ATP – Rifusione delle spese – Legittimazione attiva
Sussiste la legittimazione ad agire della parte processuale che, a chiusura del procedimento di Atp, intende ottenere un accertamento negativo della sua responsabilità prospettata nell'ambito di detto procedimento, posto che la Atp entra a far parte del materiale probatorio idoneo a fondare il convincimento del giudice nel raffronto con le altre risultanze istruttorie acquisite; tuttavia, l'azione de qua, per risultare ammissibile, deve essere sorretta da un concreto e attuale interesse a ottenere detto accertamento, ex articolo 100 del Cpc , tenuto conto del comportamento processuale delle parti del giudizio, non potendo coincidere unicamente con quello dell'attore di ottenere la refusione delle spese di Atp sostenute nella fase stragiudiziale.
Pertanto, la parte che abbia partecipato alla ATP, ritenendosi vittoriosa all'esito del predetto procedimento, può convenire in giudizio la controparte e, affermando l'applicabilità del principio della soccombenza anche ai procedimenti di istruzione preventiva, sul presupposto di una presunta soccombenza della controparte, può chiederne la condanna alla rifusione delle spese legali e di consulenza tecnica di parte sostenute nell'ambito dell'accertamento tecnico preventivo. Deve, invece, escludersi l'interesse ad agire ex art. 100 c.p.c. ove le spese sostenute da una parte del procedimento di A.T.P., chieste alla controparte e non rifuse, siano il presupposto di fatto della domanda risarcitoria, laddove quest'ultima abbia una causa petendi in concreto diversa da quella che avrebbe avuto la domanda soggiacente all'A.T.P. (cfr. Cass. sez. 3, n. 25324/2024)
La ATP preventiva di cui al novellato art. 696-bis cod. proc. civ., per quanto in parte “giurisdizionalizzata”, è sempre finalizzata al componimento della lite o alla precostituzione di un accertamento probatorio eventualmente non più ripetibile, non potendosi tecnicamente intendere come una fase giudiziale. Pertanto, il procedimento instaurato dalle parti ai suddetti fini non dà luogo a una autonoma liquidazione delle spese processuali da parte del giudice che l’ha disposta, rientrando le spese sostenute dalle parti nel complesso delle spese stragiudiziali sopportate dalla parte prima della lite (cfr. Cass. Sez. 6 – 3, 22/10/2018, n. 26573; Cass., sez. 3, 03/09/2019, n. 21975). Di questa stregua, una volta promossa la lite da una delle parti, le spese che attengono alla fase stragiudiziale vanno liquidate come “danno emergente”, purché provate e documentate (Cass. Sez. 3 -, Ordinanza n. 30854 del 06/11/2023; Cass., sez. 6 – 3, n. 2644 del 02/02/2018; Cass., sez. 1, n. 19613 del 04/08/2017).

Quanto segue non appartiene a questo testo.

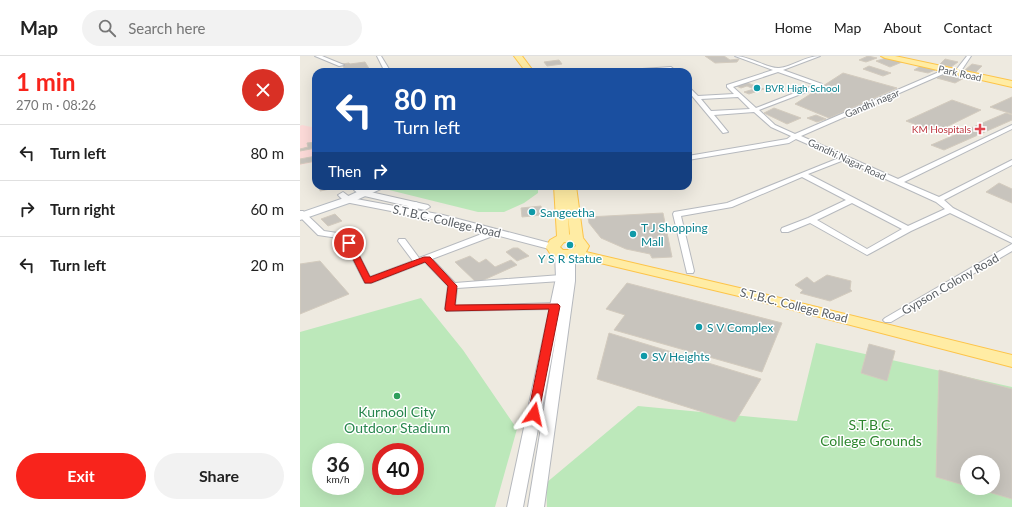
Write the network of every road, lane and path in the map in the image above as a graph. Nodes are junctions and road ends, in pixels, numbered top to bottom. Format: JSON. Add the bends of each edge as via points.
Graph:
{"nodes":[{"id":1,"x":317,"y":56,"type":"edge"},
{"id":2,"x":379,"y":56,"type":"edge"},
{"id":3,"x":511,"y":56,"type":"edge"},
{"id":4,"x":518,"y":56,"type":"edge"},
{"id":5,"x":737,"y":56,"type":"edge"},
{"id":6,"x":818,"y":56,"type":"edge"},
{"id":7,"x":885,"y":56,"type":"edge"},
{"id":8,"x":900,"y":56,"type":"edge"},
{"id":9,"x":969,"y":56,"type":"edge"},
{"id":10,"x":341,"y":65,"type":"dead end"},
{"id":11,"x":385,"y":68,"type":"edge"},
{"id":12,"x":519,"y":68,"type":"edge"},
{"id":13,"x":527,"y":68,"type":"edge"},
{"id":14,"x":948,"y":70,"type":"junction"},
{"id":15,"x":959,"y":70,"type":"junction"},
{"id":16,"x":778,"y":71,"type":"junction"},
{"id":17,"x":1012,"y":81,"type":"edge"},
{"id":18,"x":1012,"y":84,"type":"edge"},
{"id":19,"x":692,"y":93,"type":"edge"},
{"id":20,"x":739,"y":95,"type":"junction"},
{"id":21,"x":696,"y":98,"type":"junction"},
{"id":22,"x":755,"y":110,"type":"junction"},
{"id":23,"x":710,"y":112,"type":"junction"},
{"id":24,"x":1012,"y":128,"type":"edge"},
{"id":25,"x":725,"y":132,"type":"dead end"},
{"id":26,"x":795,"y":136,"type":"junction"},
{"id":27,"x":692,"y":157,"type":"edge"},
{"id":28,"x":844,"y":158,"type":"junction"},
{"id":29,"x":1012,"y":162,"type":"edge"},
{"id":30,"x":802,"y":174,"type":"junction"},
{"id":31,"x":898,"y":182,"type":"junction"},
{"id":32,"x":363,"y":190,"type":"edge"},
{"id":33,"x":560,"y":190,"type":"edge"},
{"id":34,"x":570,"y":190,"type":"edge"},
{"id":35,"x":345,"y":197,"type":"junction"},
{"id":36,"x":852,"y":200,"type":"junction"},
{"id":37,"x":939,"y":200,"type":"junction"},
{"id":38,"x":413,"y":209,"type":"junction"},
{"id":39,"x":950,"y":210,"type":"junction"},
{"id":40,"x":301,"y":214,"type":"edge"},
{"id":41,"x":811,"y":220,"type":"junction"},
{"id":42,"x":785,"y":230,"type":"dead end"},
{"id":43,"x":908,"y":230,"type":"junction"},
{"id":44,"x":496,"y":232,"type":"junction"},
{"id":45,"x":1012,"y":241,"type":"edge"},
{"id":46,"x":402,"y":242,"type":"dead end"},
{"id":47,"x":567,"y":247,"type":"junction"},
{"id":48,"x":1012,"y":248,"type":"edge"},
{"id":49,"x":422,"y":261,"type":"junction"},
{"id":50,"x":690,"y":271,"type":"junction"},
{"id":51,"x":560,"y":278,"type":"junction"},
{"id":52,"x":453,"y":286,"type":"junction"},
{"id":53,"x":555,"y":306,"type":"junction"},
{"id":54,"x":888,"y":320,"type":"junction"},
{"id":55,"x":1012,"y":351,"type":"edge"},
{"id":56,"x":1012,"y":361,"type":"edge"},
{"id":57,"x":515,"y":507,"type":"edge"},
{"id":58,"x":536,"y":507,"type":"edge"}],
"edges":[{"from":1,"to":10,"type":"street"},
{"from":2,"to":11,"type":"street"},
{"from":3,"to":12,"type":"main road"},
{"from":4,"to":13,"type":"main road"},
{"from":5,"to":16,"type":"street"},
{"from":6,"to":16,"type":"street"},
{"from":7,"to":14,"type":"main road","name":"Park Road"},
{"from":8,"to":15,"type":"main road","name":"Park Road"},
{"from":9,"to":15,"type":"street"},
{"from":14,"to":18,"type":"main road","name":"Park Road"},
{"from":14,"to":26,"type":"street","name":"Gandhi nagar"},
{"from":15,"to":17,"type":"main road","name":"Park Road"},
{"from":16,"to":20,"type":"street","name":"Gandhi Nagar Road","via":[[729,86]]},
{"from":16,"to":22,"type":"street","via":[[820,85]]},
{"from":19,"to":21,"type":"street"},
{"from":20,"to":21,"type":"street"},
{"from":20,"to":22,"type":"street","name":"Gandhi Nagar Road"},
{"from":21,"to":23,"type":"street"},
{"from":22,"to":23,"type":"street"},
{"from":22,"to":26,"type":"street","name":"Gandhi Nagar Road","via":[[774,126]]},
{"from":23,"to":25,"type":"street"},
{"from":24,"to":31,"type":"street"},
{"from":26,"to":27,"type":"street","name":"Gandhi nagar","via":[[789,141]]},
{"from":26,"to":28,"type":"street","name":"Gandhi Nagar Road"},
{"from":28,"to":30,"type":"street"},
{"from":28,"to":31,"type":"street","name":"Gandhi Nagar Road"},
{"from":29,"to":37,"type":"street"},
{"from":30,"to":36,"type":"street"},
{"from":30,"to":50,"type":"street","via":[[730,205],[677,214]]},
{"from":31,"to":37,"type":"street","name":"Gandhi Nagar Road"},
{"from":32,"to":35,"type":"main road"},
{"from":32,"to":38,"type":"street"},
{"from":33,"to":47,"type":"main road"},
{"from":34,"to":47,"type":"main road"},
{"from":35,"to":38,"type":"street","name":"S.T.B.C. College Road"},
{"from":35,"to":40,"type":"main road"},
{"from":36,"to":41,"type":"street"},
{"from":36,"to":43,"type":"street"},
{"from":37,"to":39,"type":"street","name":"Gandhi Nagar Road"},
{"from":38,"to":44,"type":"street","name":"S.T.B.C. College Road"},
{"from":38,"to":47,"type":"street"},
{"from":39,"to":43,"type":"street"},
{"from":39,"to":45,"type":"street","name":"Gandhi Nagar Road"},
{"from":40,"to":49,"type":"street","via":[[321,233],[341,236],[349,243],[368,281]]},
{"from":41,"to":42,"type":"street"},
{"from":41,"to":43,"type":"street","via":[[868,252]]},
{"from":44,"to":47,"type":"street","name":"S.T.B.C. College Road"},
{"from":44,"to":49,"type":"street"},
{"from":46,"to":49,"type":"street"},
{"from":47,"to":50,"type":"main road","name":"S.T.B.C. College Road"},
{"from":47,"to":51,"type":"street"},
{"from":47,"to":56,"type":"main road","name":"S.T.B.C. College Road"},
{"from":47,"to":58,"type":"street","via":[[570,281]]},
{"from":48,"to":54,"type":"street","name":"Gypson Colony Road"},
{"from":49,"to":52,"type":"street"},
{"from":50,"to":54,"type":"main road","name":"S.T.B.C. College Road"},
{"from":51,"to":52,"type":"street"},
{"from":51,"to":53,"type":"street"},
{"from":52,"to":53,"type":"street","via":[[450,309]]},
{"from":53,"to":57,"type":"street"},
{"from":54,"to":55,"type":"main road","name":"S.T.B.C. College Road"}]}
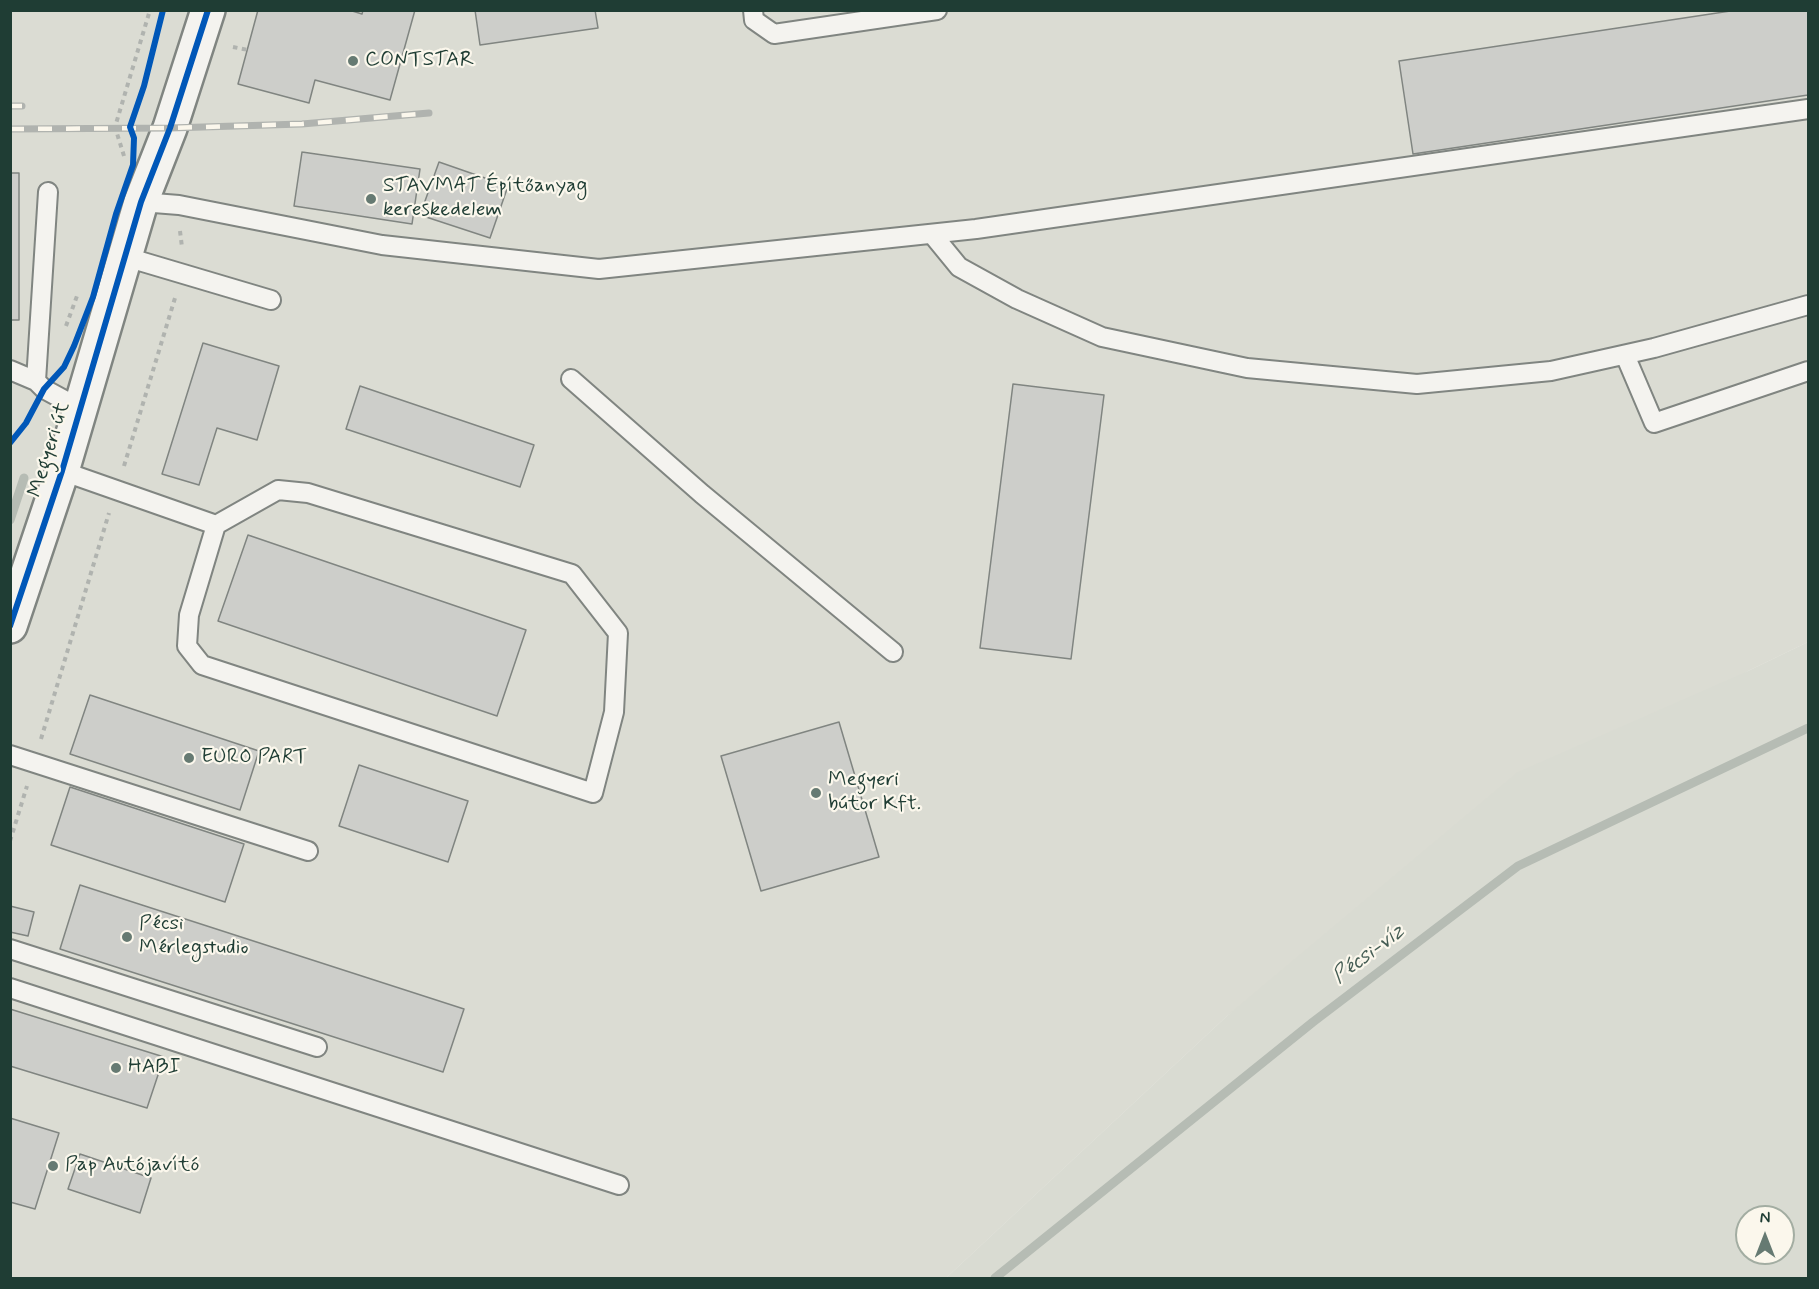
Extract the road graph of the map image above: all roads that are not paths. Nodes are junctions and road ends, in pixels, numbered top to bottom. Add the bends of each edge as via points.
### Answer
1 (208, 10) edge
2 (753, 10) edge
3 (937, 10) edge
4 (1809, 109) edge
5 (48, 192) dead end
6 (141, 202) junction
7 (932, 234) junction
8 (126, 257) junction
9 (271, 300) dead end
10 (1809, 305) edge
11 (1625, 355) junction
12 (10, 370) edge
13 (1809, 371) edge
14 (571, 379) dead end
15 (36, 381) junction
16 (79, 408) junction
17 (62, 471) junction
18 (216, 525) junction
19 (10, 626) edge
20 (893, 652) dead end
21 (10, 755) edge
22 (308, 850) dead end
23 (10, 949) edge
24 (10, 988) edge
25 (317, 1047) dead end
26 (619, 1185) dead end

1 - 6 street, Megyeri út
2 - 3 lane via 754,20 774,34
4 - 7 lane
5 - 15 lane
6 - 7 lane via 179,205 382,245 599,268
6 - 8 street, Megyeri út
7 - 11 lane via 959,267 1017,299 1102,337 1247,368 1417,384 1551,370
8 - 9 lane
8 - 16 street, Megyeri út
10 - 11 lane
11 - 13 lane via 1654,423
12 - 15 lane
14 - 20 lane via 702,494
15 - 16 lane
16 - 17 street, Megyeri út
17 - 18 lane
17 - 19 street, Megyeri út
18 - 18 lane via 189,615 187,646 202,665 593,793 614,712 618,633 572,574 308,493 278,490
21 - 22 lane
23 - 25 lane
24 - 26 lane

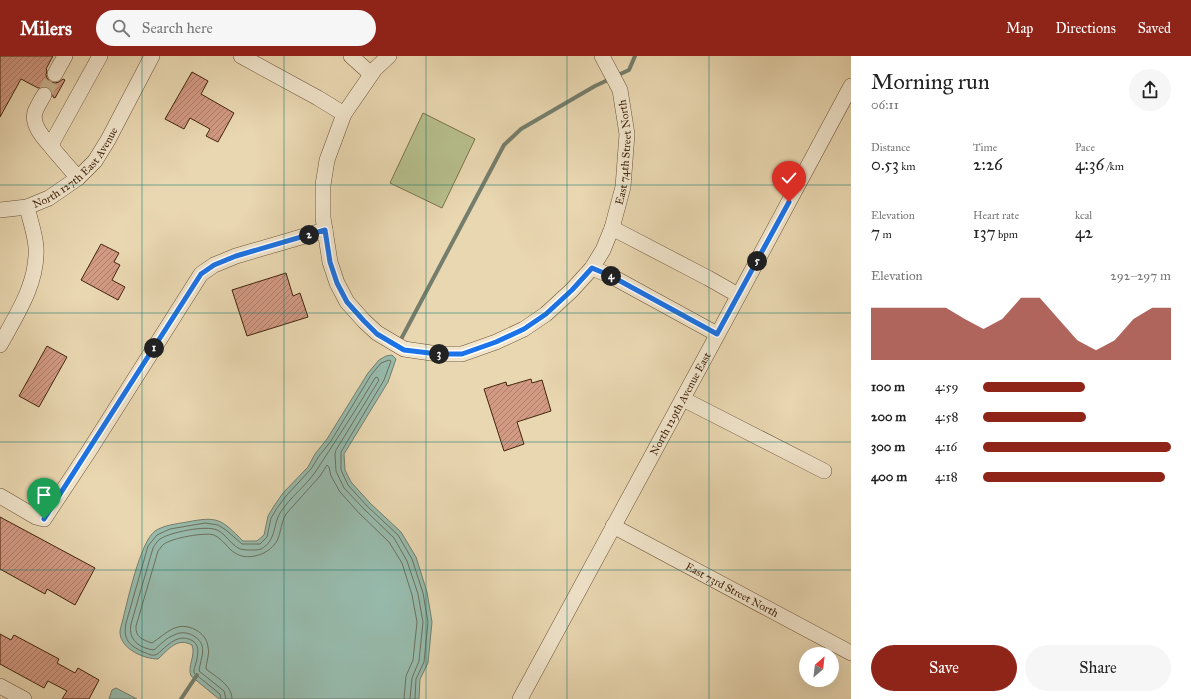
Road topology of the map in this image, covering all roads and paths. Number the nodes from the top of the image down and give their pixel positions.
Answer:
1 (65, 56) edge
2 (100, 56) edge
3 (152, 56) edge
4 (241, 56) edge
5 (351, 56) edge
6 (389, 56) edge
7 (602, 56) edge
8 (55, 74) tunnel mouth
9 (371, 74) junction
10 (851, 86) edge
11 (44, 95) tunnel mouth
12 (344, 114) junction
13 (53, 149) junction
14 (78, 178) junction
15 (27, 207) junction
16 (0, 210) edge
17 (612, 228) junction
18 (325, 230) junction
19 (592, 268) junction
20 (738, 295) junction
21 (717, 334) junction
22 (0, 345) edge
23 (684, 399) junction
24 (824, 471) dead end
25 (0, 496) edge
26 (613, 526) junction
27 (851, 653) edge
28 (0, 686) edge
29 (20, 698) edge
30 (520, 699) edge

1 - 8 street
2 - 13 street
3 - 14 street, North 127th East Avenue
4 - 12 street
5 - 9 street
6 - 9 street, East 74th Street North
7 - 17 street, East 74th Street North
9 - 12 street, East 74th Street North
10 - 20 street, North 129th Avenue East
11 - 13 street
12 - 18 street, East 74th Street North
13 - 14 street
14 - 15 street, North 127th East Avenue
15 - 16 street
15 - 22 street, North 127th East Avenue
17 - 19 street, East 74th Street North
17 - 20 street
18 - 19 street, East 74th Street North
18 - 25 street
19 - 21 street
20 - 21 street, North 129th Avenue East
21 - 23 street, North 129th Avenue East
23 - 24 street
23 - 26 street, North 129th Avenue East
26 - 27 street, East 73rd Street North
26 - 30 street, North 129th Avenue East
28 - 29 street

In conformità a tali principi, le spese stragiudiziali sopportate nel corso della ATP, non essendo assimilabili alle spese giudiziali, costituiscono pur sempre una voce di danno emergente per chi le sostiene a causa dell’altrui iniziativa, con conseguente interesse ad agire per ottenerne il relativo risarcimento ove la pretesa sia coltivata dall’altra parte, fermi gli oneri di domanda, allegazione e prova.
Sotto questo profilo, nel giudizio di merito instaurato da una delle parti che hanno preso parte alla ATP, la consulenza costituisce un elemento di prova, soggetto al prudente apprezzamento del giudice ex art. 116 c.p.c., il quale è libero, salvo l’obbligo di adeguata motivazione, di discostarsi dalle conclusioni rassegnate dal consulente d’ufficio o di disporre indagini tecniche suppletive o integrative, anche alla luce di eventuali ulteriori mezzi di prova ammessi ed acquisiti sulla base delle allegazioni delle parti.
Pertanto sia l’una che l’altra parte possono agire in giudizio per verificare giudizialmente la correttezza o meno di quanto assunto nella ATP, risultando pertanto infondata l’eccezione di carenza legittimazione sollevata dalla parte resistente sull’assunto che il ricorrente non abbia attivato il procedimento di ATP, ma vi abbia preso parte quale parte interessata al relativo accertamento in relazione al prospettato futuro giudizio.
Analogamente, la parte che abbia partecipato alla ATP, ritenendosi vittoriosa all’esito del predetto procedimento, può convenire in giudizio la controparte e, affermando l’applicabilità del principio della soccombenza anche ai procedimenti di istruzione preventiva, sul presupposto di una presunta soccombenza della controparte, può chiederne la condanna alla rifusione delle spese legali e di consulenza tecnica di parte sostenute nell’ambito dell’accertamento tecnico preventivo (cfr. Cass. sez. 3, n. 25324/2024).